» Exercise
When you write out the listing below, keep each word exactly as it stands and drop the pictures.

» Raw data
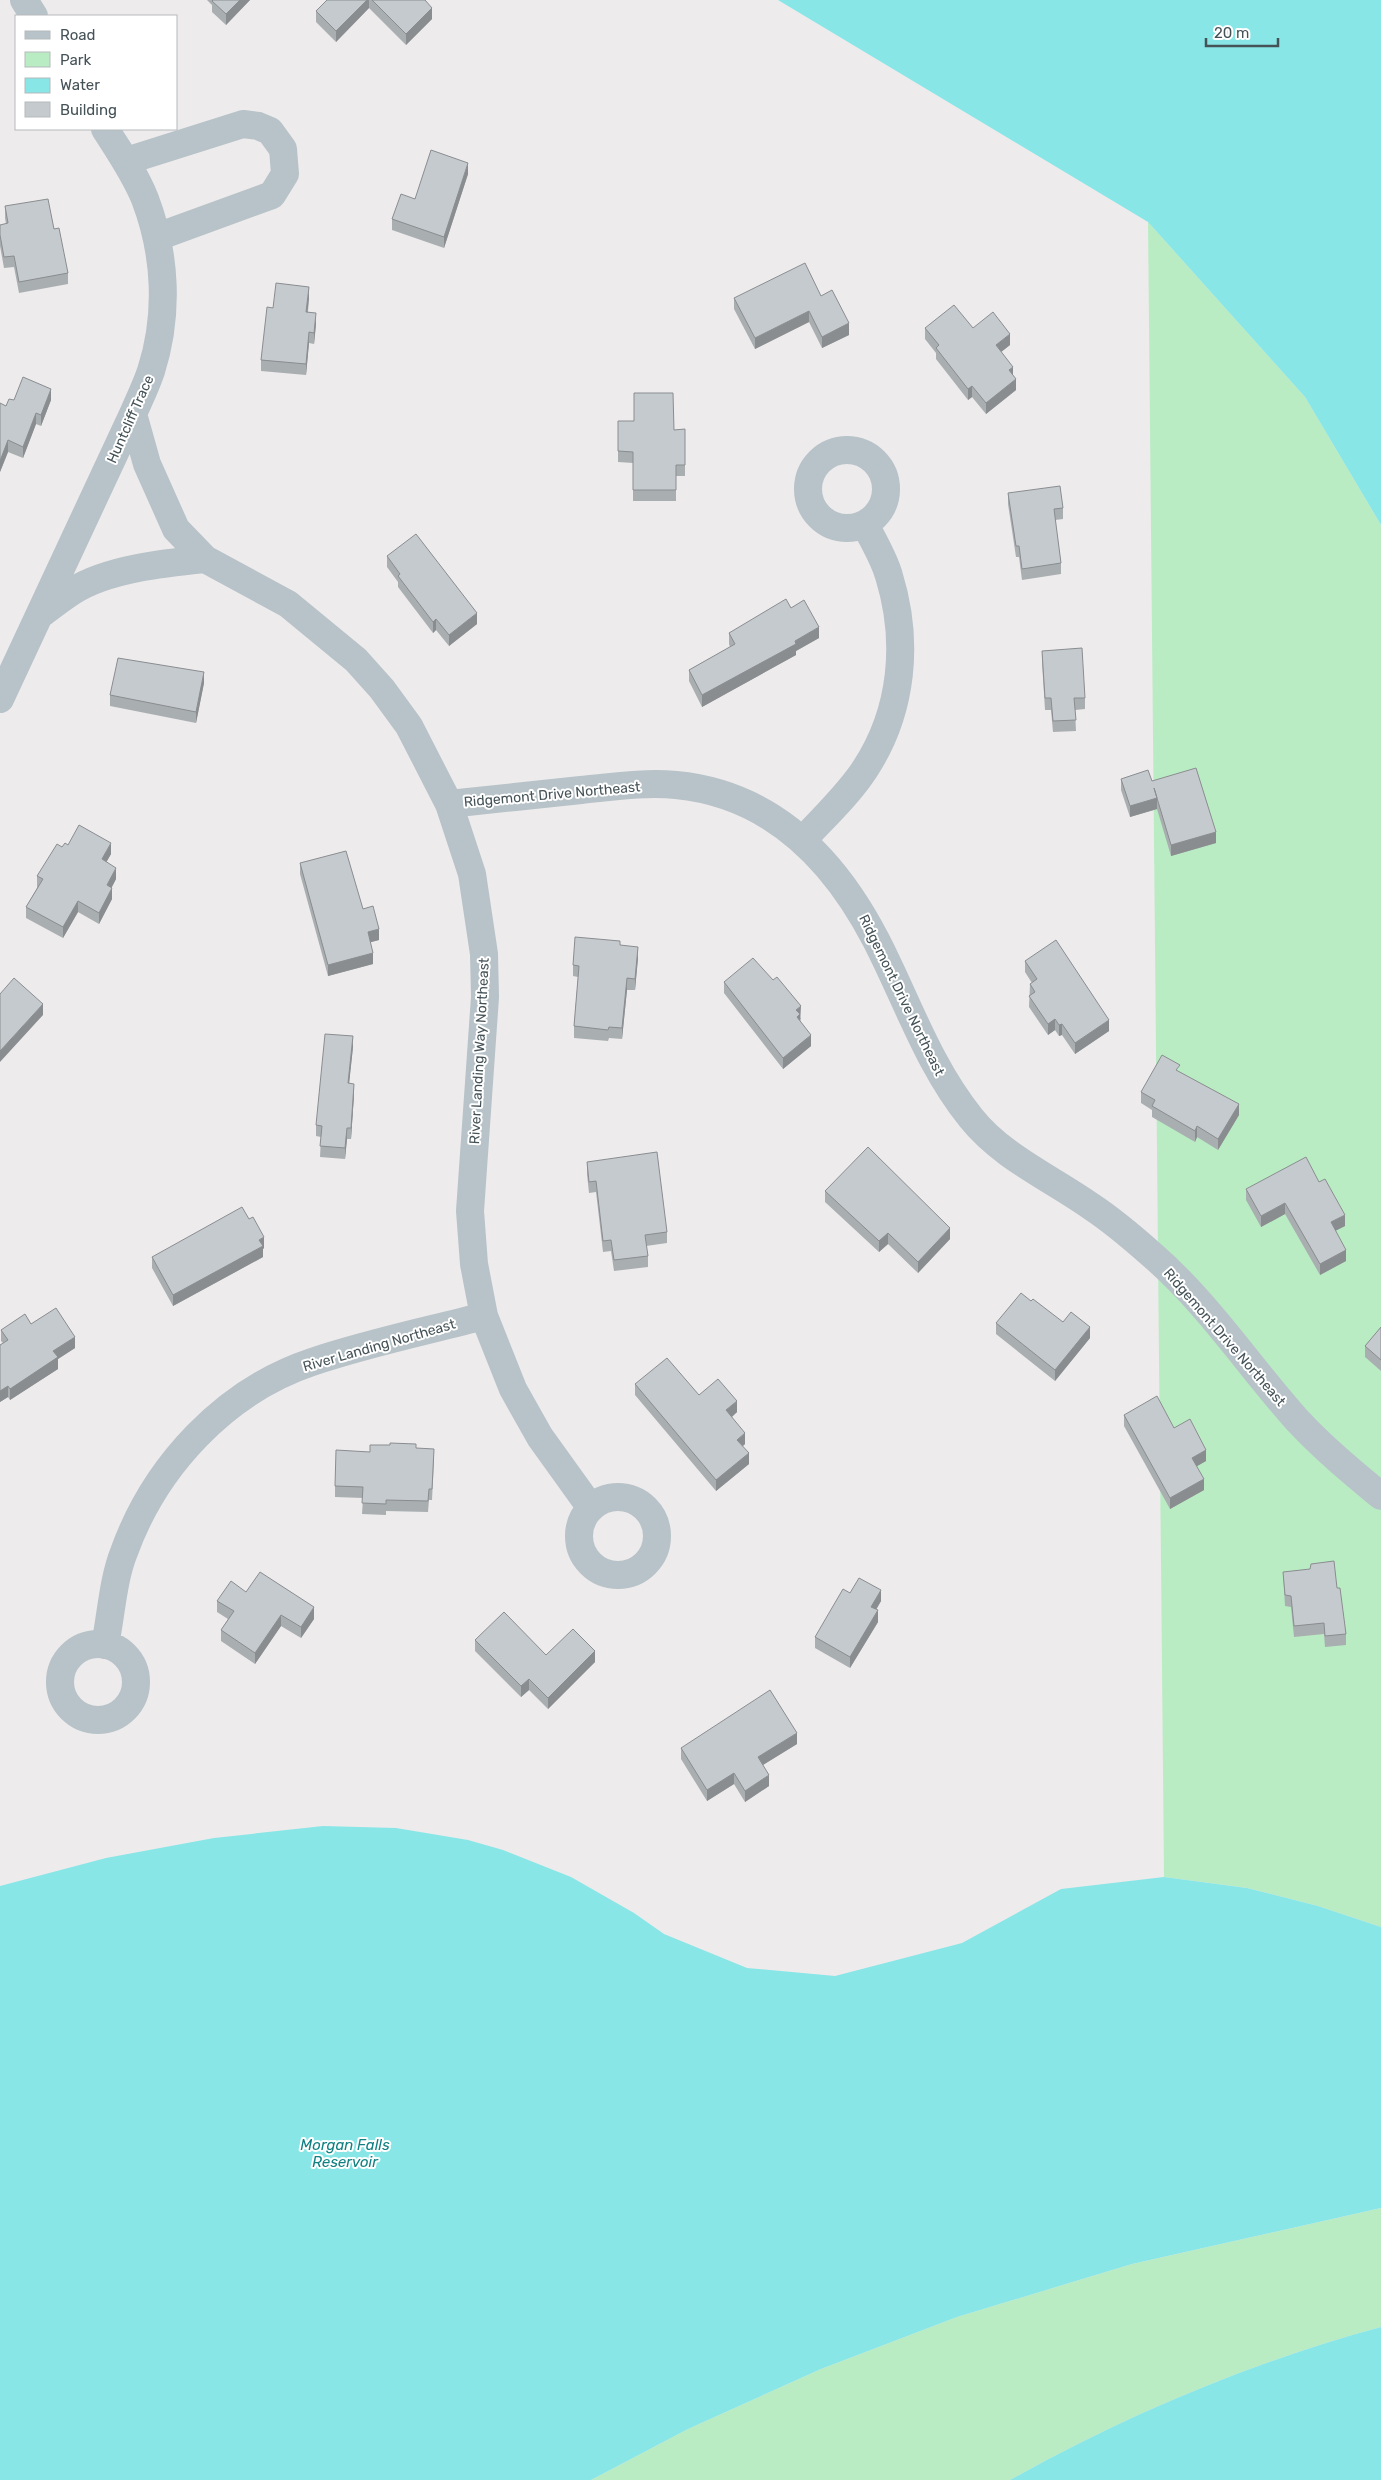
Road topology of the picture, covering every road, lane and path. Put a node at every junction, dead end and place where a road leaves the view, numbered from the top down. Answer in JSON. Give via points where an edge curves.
{"nodes":[{"id":1,"x":24,"y":0,"type":"edge"},
{"id":2,"x":33,"y":15,"type":"edge"},
{"id":3,"x":106,"y":130,"type":"edge"},
{"id":4,"x":126,"y":161,"type":"junction"},
{"id":5,"x":158,"y":238,"type":"junction"},
{"id":6,"x":133,"y":414,"type":"junction"},
{"id":7,"x":865,"y":524,"type":"dead end"},
{"id":8,"x":205,"y":559,"type":"junction"},
{"id":9,"x":39,"y":616,"type":"junction"},
{"id":10,"x":0,"y":699,"type":"edge"},
{"id":11,"x":449,"y":804,"type":"junction"},
{"id":12,"x":802,"y":840,"type":"junction"},
{"id":13,"x":484,"y":1316,"type":"junction"},
{"id":14,"x":1381,"y":1496,"type":"edge"},
{"id":15,"x":591,"y":1508,"type":"dead end"},
{"id":16,"x":106,"y":1644,"type":"dead end"}],
"edges":[{"from":1,"to":2,"type":"street"},
{"from":3,"to":4,"type":"street","name":"Huntcliff Trace"},
{"from":4,"to":5,"type":"street","name":"Huntcliff Trace"},
{"from":4,"to":5,"type":"street","via":[[243,124],[270,131],[283,149],[286,174],[272,195]]},
{"from":5,"to":6,"type":"street","name":"Huntcliff Trace","via":[[164,284],[162,326],[151,371]]},
{"from":6,"to":8,"type":"street","name":"River Landing Way Northeast","via":[[147,464],[167,513],[176,529]]},
{"from":6,"to":9,"type":"street","name":"Huntcliff Trace"},
{"from":7,"to":12,"type":"street","via":[[888,574],[899,613],[901,654],[896,696],[883,736],[865,769],[844,797]]},
{"from":8,"to":9,"type":"street","via":[[148,565],[108,576],[74,590]]},
{"from":8,"to":11,"type":"street","name":"River Landing Way Northeast","via":[[288,604],[356,660],[409,726]]},
{"from":9,"to":10,"type":"street","name":"Huntcliff Trace"},
{"from":11,"to":12,"type":"street","name":"Ridgemont Drive Northeast","via":[[631,785],[676,785],[708,791],[742,803]]},
{"from":11,"to":13,"type":"street","name":"River Landing Way Northeast","via":[[472,874],[484,954],[485,997],[470,1211],[474,1264]]},
{"from":12,"to":14,"type":"street","name":"Ridgemont Drive Northeast","via":[[830,867],[851,896],[938,1072],[972,1120],[1012,1156],[1093,1208],[1153,1255],[1189,1292],[1299,1421]]},
{"from":13,"to":15,"type":"street","name":"River Landing Way Northeast","via":[[512,1389],[540,1437]]},
{"from":13,"to":16,"type":"street","name":"River Landing Northeast","via":[[311,1362],[263,1384],[224,1411],[181,1452],[147,1499],[123,1552]]}]}
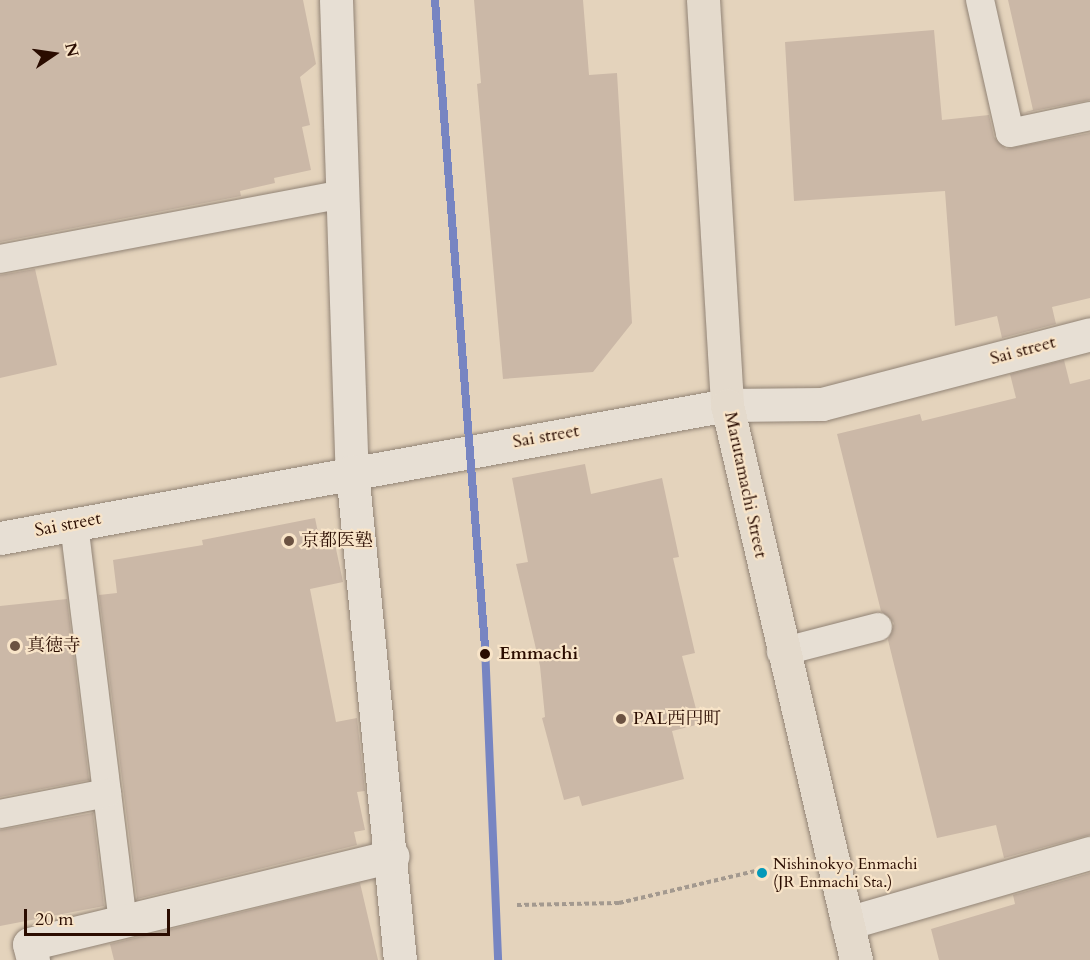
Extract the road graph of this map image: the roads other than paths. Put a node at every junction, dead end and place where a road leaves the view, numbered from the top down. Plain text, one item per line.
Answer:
1 (336, 0) edge
2 (703, 0) edge
3 (980, 0) edge
4 (1090, 116) edge
5 (343, 194) junction
6 (0, 259) edge
7 (1090, 334) edge
8 (727, 405) junction
9 (352, 471) junction
10 (74, 524) junction
11 (0, 538) edge
12 (878, 627) dead end
13 (781, 652) junction
14 (108, 793) junction
15 (0, 814) edge
16 (1090, 853) edge
17 (392, 856) junction
18 (123, 922) junction
19 (847, 923) junction
20 (33, 960) edge
21 (400, 960) edge
22 (856, 960) edge

1 - 5 street
2 - 8 main road, Marutamachi Street
3 - 4 lane
5 - 6 lane
5 - 9 street
7 - 8 street, Sai street
8 - 9 street, Sai street
8 - 13 main road, Marutamachi Street
9 - 10 street, Sai street
9 - 17 street
10 - 11 street, Sai street
10 - 14 lane
12 - 13 lane
13 - 19 main road, Marutamachi Street
14 - 15 lane
14 - 18 lane
16 - 19 street
17 - 18 street
17 - 21 street
18 - 20 street
19 - 22 main road, Marutamachi Street

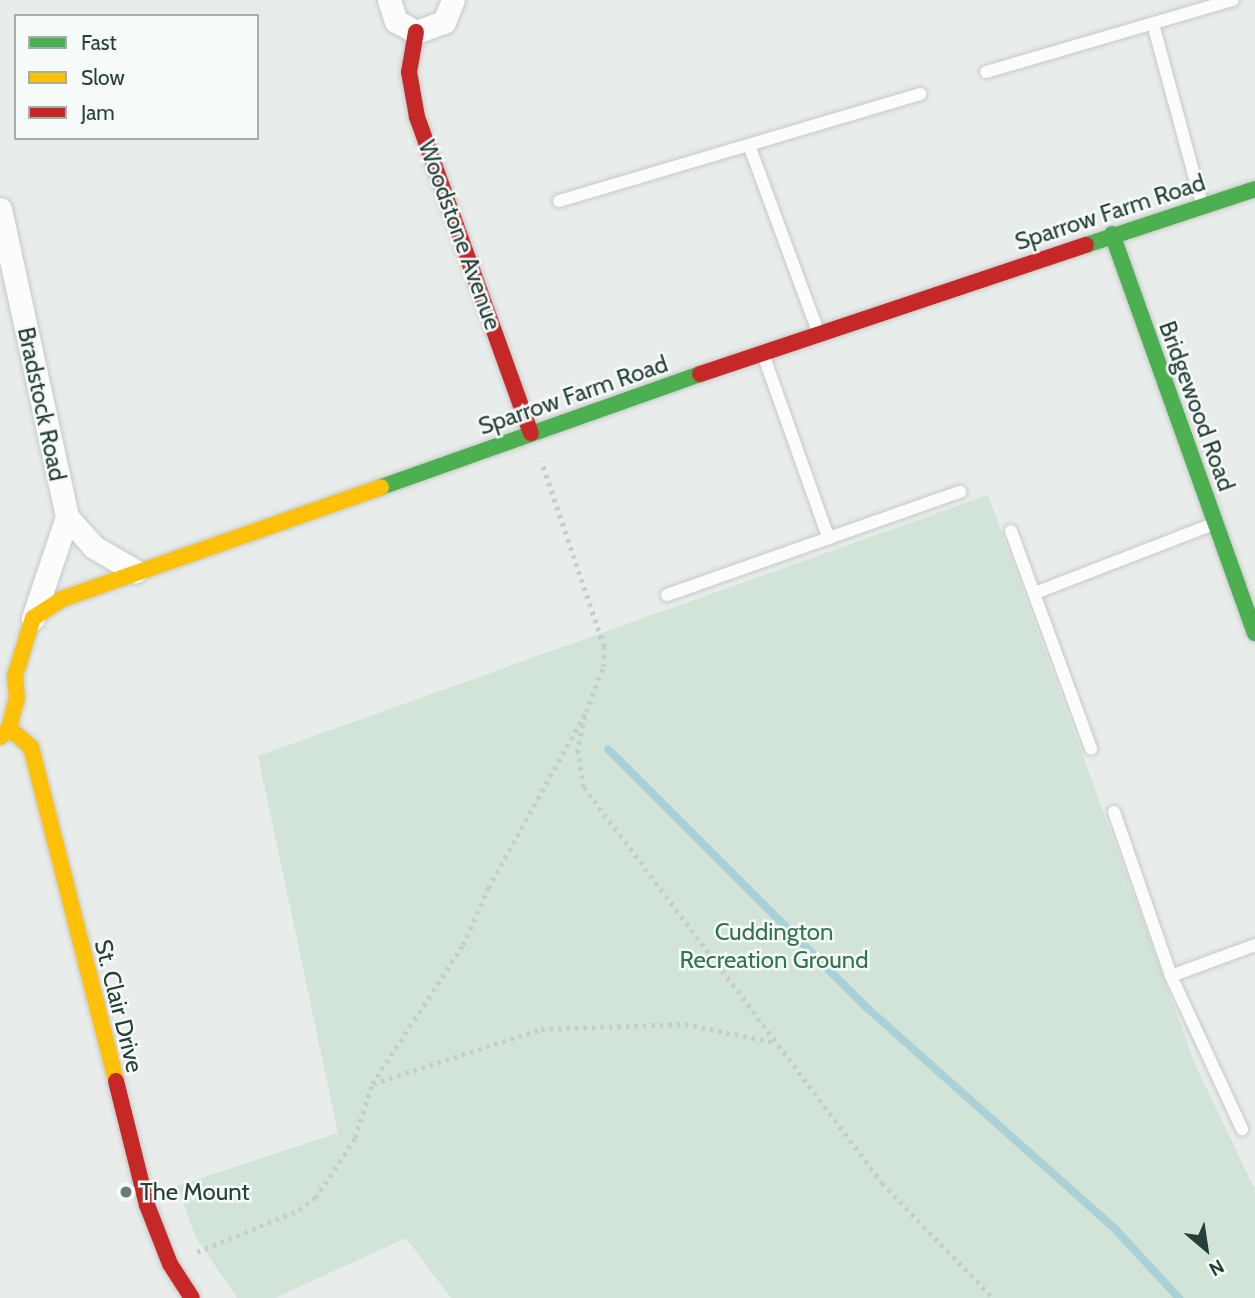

» Result of this task
Road topology of the picture, covering every road, lane and path. Put a node at every junction, dead end and place where a road leaves the view, numbered from the top down. Answer in JSON. Give via points where an edge curves.
{"nodes":[{"id":1,"x":24,"y":0,"type":"edge"},
{"id":2,"x":33,"y":15,"type":"edge"},
{"id":3,"x":106,"y":130,"type":"edge"},
{"id":4,"x":126,"y":161,"type":"junction"},
{"id":5,"x":158,"y":238,"type":"junction"},
{"id":6,"x":133,"y":414,"type":"junction"},
{"id":7,"x":865,"y":524,"type":"dead end"},
{"id":8,"x":205,"y":559,"type":"junction"},
{"id":9,"x":39,"y":616,"type":"junction"},
{"id":10,"x":0,"y":699,"type":"edge"},
{"id":11,"x":449,"y":804,"type":"junction"},
{"id":12,"x":802,"y":840,"type":"junction"},
{"id":13,"x":484,"y":1316,"type":"junction"},
{"id":14,"x":1381,"y":1496,"type":"edge"},
{"id":15,"x":591,"y":1508,"type":"dead end"},
{"id":16,"x":106,"y":1644,"type":"dead end"}],
"edges":[{"from":1,"to":2,"type":"street"},
{"from":3,"to":4,"type":"street","name":"Huntcliff Trace"},
{"from":4,"to":5,"type":"street","name":"Huntcliff Trace"},
{"from":4,"to":5,"type":"street","via":[[243,124],[270,131],[283,149],[286,174],[272,195]]},
{"from":5,"to":6,"type":"street","name":"Huntcliff Trace","via":[[164,284],[162,326],[151,371]]},
{"from":6,"to":8,"type":"street","name":"River Landing Way Northeast","via":[[147,464],[167,513],[176,529]]},
{"from":6,"to":9,"type":"street","name":"Huntcliff Trace"},
{"from":7,"to":12,"type":"street","via":[[888,574],[899,613],[901,654],[896,696],[883,736],[865,769],[844,797]]},
{"from":8,"to":9,"type":"street","via":[[148,565],[108,576],[74,590]]},
{"from":8,"to":11,"type":"street","name":"River Landing Way Northeast","via":[[288,604],[356,660],[409,726]]},
{"from":9,"to":10,"type":"street","name":"Huntcliff Trace"},
{"from":11,"to":12,"type":"street","name":"Ridgemont Drive Northeast","via":[[631,785],[676,785],[708,791],[742,803]]},
{"from":11,"to":13,"type":"street","name":"River Landing Way Northeast","via":[[472,874],[484,954],[485,997],[470,1211],[474,1264]]},
{"from":12,"to":14,"type":"street","name":"Ridgemont Drive Northeast","via":[[830,867],[851,896],[938,1072],[972,1120],[1012,1156],[1093,1208],[1153,1255],[1189,1292],[1299,1421]]},
{"from":13,"to":15,"type":"street","name":"River Landing Way Northeast","via":[[512,1389],[540,1437]]},
{"from":13,"to":16,"type":"street","name":"River Landing Northeast","via":[[311,1362],[263,1384],[224,1411],[181,1452],[147,1499],[123,1552]]}]}
Extract the road graph of this map image: the roads other than paths. Put a node at every junction, dead end and place where a road leaves the view, numbered from the top down. Plain text, one item per line.
Answer:
1 (336, 0) edge
2 (703, 0) edge
3 (980, 0) edge
4 (1090, 116) edge
5 (343, 194) junction
6 (0, 259) edge
7 (1090, 334) edge
8 (727, 405) junction
9 (352, 471) junction
10 (74, 524) junction
11 (0, 538) edge
12 (878, 627) dead end
13 (781, 652) junction
14 (108, 793) junction
15 (0, 814) edge
16 (1090, 853) edge
17 (392, 856) junction
18 (123, 922) junction
19 (847, 923) junction
20 (33, 960) edge
21 (400, 960) edge
22 (856, 960) edge

1 - 5 street
2 - 8 main road, Marutamachi Street
3 - 4 lane
5 - 6 lane
5 - 9 street
7 - 8 street, Sai street
8 - 9 street, Sai street
8 - 13 main road, Marutamachi Street
9 - 10 street, Sai street
9 - 17 street
10 - 11 street, Sai street
10 - 14 lane
12 - 13 lane
13 - 19 main road, Marutamachi Street
14 - 15 lane
14 - 18 lane
16 - 19 street
17 - 18 street
17 - 21 street
18 - 20 street
19 - 22 main road, Marutamachi Street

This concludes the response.